- [REQUIRED ACTION] Because the images are not wanted, restate every line below word for word without them.

- [DATA SUPPLIED]
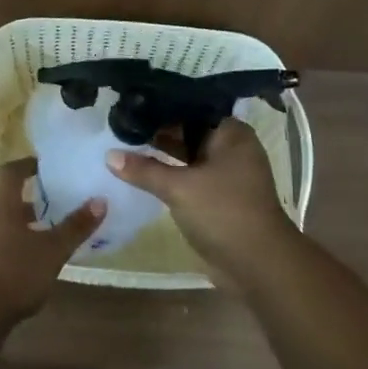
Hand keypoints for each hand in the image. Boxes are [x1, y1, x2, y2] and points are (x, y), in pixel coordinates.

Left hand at [0, 160, 105, 325]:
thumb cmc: (12, 271)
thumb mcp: (51, 250)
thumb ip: (75, 227)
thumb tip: (100, 200)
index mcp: (0, 204)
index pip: (10, 172)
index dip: (26, 165)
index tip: (43, 166)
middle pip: (5, 201)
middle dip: (28, 202)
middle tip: (53, 205)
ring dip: (20, 229)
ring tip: (45, 239)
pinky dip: (11, 251)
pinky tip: (28, 269)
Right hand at [105, 119, 294, 285]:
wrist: (258, 266)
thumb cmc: (223, 212)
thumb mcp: (179, 187)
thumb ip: (144, 169)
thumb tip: (109, 155)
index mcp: (231, 133)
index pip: (192, 107)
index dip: (162, 105)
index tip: (132, 102)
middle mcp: (231, 148)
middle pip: (189, 131)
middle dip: (159, 129)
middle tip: (122, 121)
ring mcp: (226, 174)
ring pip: (187, 155)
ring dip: (162, 153)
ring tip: (124, 142)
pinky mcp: (218, 197)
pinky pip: (189, 176)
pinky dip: (170, 173)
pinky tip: (141, 170)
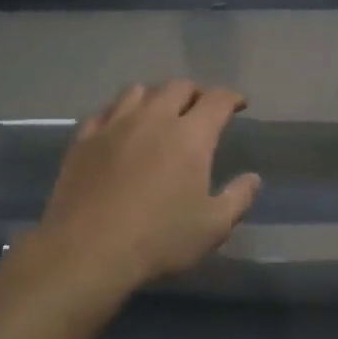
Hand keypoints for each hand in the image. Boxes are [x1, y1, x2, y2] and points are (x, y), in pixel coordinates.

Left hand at [37, 80, 261, 292]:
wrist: (86, 251)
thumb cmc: (158, 239)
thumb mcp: (213, 227)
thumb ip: (238, 198)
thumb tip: (253, 178)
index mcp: (191, 135)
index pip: (217, 100)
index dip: (232, 97)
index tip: (239, 104)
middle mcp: (155, 118)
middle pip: (178, 87)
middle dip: (195, 93)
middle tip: (201, 109)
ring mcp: (115, 125)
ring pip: (139, 91)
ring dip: (156, 96)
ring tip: (160, 113)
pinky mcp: (84, 140)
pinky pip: (105, 111)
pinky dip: (120, 112)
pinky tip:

- [WRITTEN REPLY]
Hand keypoints for each hand in the image. Boxes are [x1, y1, x2, y2] and points are (x, y), in pixel coordinates.

Left hand at [0, 160, 105, 325]:
thumb cmc: (12, 271)
thumb mcp: (51, 250)
thumb ip: (75, 227)
thumb tip: (100, 200)
index mcp: (0, 204)
index pip: (10, 172)
index dip: (26, 165)
index tip: (43, 166)
middle pip: (5, 201)
middle dip: (28, 202)
middle tip: (53, 205)
ring dip: (20, 229)
ring tip: (45, 239)
pinky dip: (11, 251)
pinky tip: (28, 269)
Right hand at [105, 119, 294, 285]:
wrist: (258, 266)
thumb cmc: (223, 212)
thumb mcp: (179, 187)
thumb ip: (144, 169)
thumb tip: (109, 155)
index mcp: (231, 133)
index pip: (192, 107)
index dip: (162, 105)
index tip: (132, 102)
middle mcp: (231, 148)
middle pip: (189, 131)
middle dip: (159, 129)
middle tip: (122, 121)
ring mcp: (226, 174)
ring pip: (187, 155)
ring dip: (162, 153)
ring tip: (124, 142)
pinky mcp: (218, 197)
pinky pip: (189, 176)
pinky dip: (170, 173)
pinky tip: (141, 170)
Hand keypoints for each hand in the image. Boxes are [x1, y1, x2, y2] and points are (x, y), in pixel coordinates.

Left hand at [37, 80, 261, 292]:
wrist: (86, 251)
thumb cmc: (158, 239)
thumb mcp: (213, 227)
thumb ip: (238, 198)
thumb tip: (253, 178)
index mcp: (191, 135)
index pip: (217, 100)
index dip: (232, 97)
index tip: (239, 104)
middle mcp: (155, 118)
middle pip: (178, 87)
middle dip: (195, 93)
middle tip: (201, 109)
ring mcp: (115, 125)
ring pip: (139, 91)
ring dip: (156, 96)
ring tip: (160, 113)
pinky mcp: (84, 140)
pinky pip: (105, 111)
pinky dip: (120, 112)
pinky tip:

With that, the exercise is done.